Update 2022-07-01: Valdosta Press Release about Gornto Road sewage spill 2022-07-01.
The major sewage spill at the Gornto Road Pump Station slowed down around 6:18 PM and was stopped about 8:15 PM, according to witnesses at the site. It apparently started some time around 5 PM.
Following up on the previous report, Scotti Jay, observing from outside the fence:
6:13 PM. It’s actually shooting into the air. No pump trucks.
Shooting in the air. No pump trucks. Just letting it flow off the back
As previously mentioned, Valdosta’s Gornto Road Pump Station is about a thousand feet uphill from the Withlacoochee River. That’s downstream from Sugar Creek, and upstream from where we’ve been chainsawing deadfalls to make paddling passage easier to Troupville Boat Ramp.
2022-06-30 Valdosta Gornto Road Pump Station
in the WWALS map of the Withlacoochee and Little River Water Trail.
Scotti continued:
6:18. Flow is decreasing.
Checked the Remer station and a few manholes in between. Nothing visible. And no one was at Remer.
We don’t know who these people are. Maybe contractors:
According to Emily Arnold on site (posted in a public facebook comment):
Around 8:15 is the actual time the leak was completely stopped.

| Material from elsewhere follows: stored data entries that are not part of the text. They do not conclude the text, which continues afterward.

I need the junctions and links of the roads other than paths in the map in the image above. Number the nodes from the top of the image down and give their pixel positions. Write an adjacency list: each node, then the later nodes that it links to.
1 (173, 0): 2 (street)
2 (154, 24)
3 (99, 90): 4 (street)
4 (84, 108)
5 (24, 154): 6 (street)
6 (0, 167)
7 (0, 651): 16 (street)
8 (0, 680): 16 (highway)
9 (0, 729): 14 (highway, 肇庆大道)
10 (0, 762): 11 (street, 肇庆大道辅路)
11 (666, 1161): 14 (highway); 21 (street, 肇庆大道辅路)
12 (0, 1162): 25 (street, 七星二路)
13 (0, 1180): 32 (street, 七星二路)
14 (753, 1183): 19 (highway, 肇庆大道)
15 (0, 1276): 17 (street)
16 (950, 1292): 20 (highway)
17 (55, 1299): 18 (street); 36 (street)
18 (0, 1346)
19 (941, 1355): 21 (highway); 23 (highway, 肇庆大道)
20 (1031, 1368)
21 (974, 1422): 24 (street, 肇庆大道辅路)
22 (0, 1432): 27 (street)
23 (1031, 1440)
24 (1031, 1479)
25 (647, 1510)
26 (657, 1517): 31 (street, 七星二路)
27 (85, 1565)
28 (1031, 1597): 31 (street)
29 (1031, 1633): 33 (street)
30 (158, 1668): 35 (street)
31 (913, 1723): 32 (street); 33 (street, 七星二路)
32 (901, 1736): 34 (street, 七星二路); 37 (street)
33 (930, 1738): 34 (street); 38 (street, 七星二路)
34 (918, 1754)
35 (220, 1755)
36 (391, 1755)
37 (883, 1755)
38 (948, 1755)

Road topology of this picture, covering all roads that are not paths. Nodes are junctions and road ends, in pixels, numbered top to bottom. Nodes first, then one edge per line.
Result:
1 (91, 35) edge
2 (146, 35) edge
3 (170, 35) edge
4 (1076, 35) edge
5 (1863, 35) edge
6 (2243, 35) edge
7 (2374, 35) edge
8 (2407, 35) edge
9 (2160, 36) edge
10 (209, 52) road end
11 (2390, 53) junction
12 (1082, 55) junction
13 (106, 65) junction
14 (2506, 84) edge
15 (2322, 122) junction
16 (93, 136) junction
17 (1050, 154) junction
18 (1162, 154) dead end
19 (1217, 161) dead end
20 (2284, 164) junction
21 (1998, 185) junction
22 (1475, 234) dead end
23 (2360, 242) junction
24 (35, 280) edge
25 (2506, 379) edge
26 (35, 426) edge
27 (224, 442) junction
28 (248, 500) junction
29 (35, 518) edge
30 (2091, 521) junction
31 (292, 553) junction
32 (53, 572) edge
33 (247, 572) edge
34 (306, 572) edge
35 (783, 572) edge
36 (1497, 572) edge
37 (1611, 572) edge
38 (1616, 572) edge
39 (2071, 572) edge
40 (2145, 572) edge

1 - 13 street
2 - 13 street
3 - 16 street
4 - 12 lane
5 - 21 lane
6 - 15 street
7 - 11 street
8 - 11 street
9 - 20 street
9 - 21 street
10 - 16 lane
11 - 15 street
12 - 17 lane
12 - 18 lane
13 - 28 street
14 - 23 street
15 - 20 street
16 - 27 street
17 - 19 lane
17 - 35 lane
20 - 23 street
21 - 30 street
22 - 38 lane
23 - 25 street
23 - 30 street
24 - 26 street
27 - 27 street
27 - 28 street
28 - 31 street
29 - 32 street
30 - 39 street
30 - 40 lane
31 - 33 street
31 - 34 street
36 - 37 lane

But it was slowed wayyy down from Bobby’s picture several hours before that, due to some quick planning of strategic valve closures by some of our smartest folks. Thankful for the rapid response from the city’s blue collar people and the badass contractors who literally got into the nasty water to plate off the leak.
Sewage into the air fromm Gornto Pump Station –Bobby McKenzie
According to two eyewitnesses on site, a pipe fitting broke. The bolts did not come loose, and they had been checked and tightened regularly. This was a very unusual event, “Never seen anything like it.”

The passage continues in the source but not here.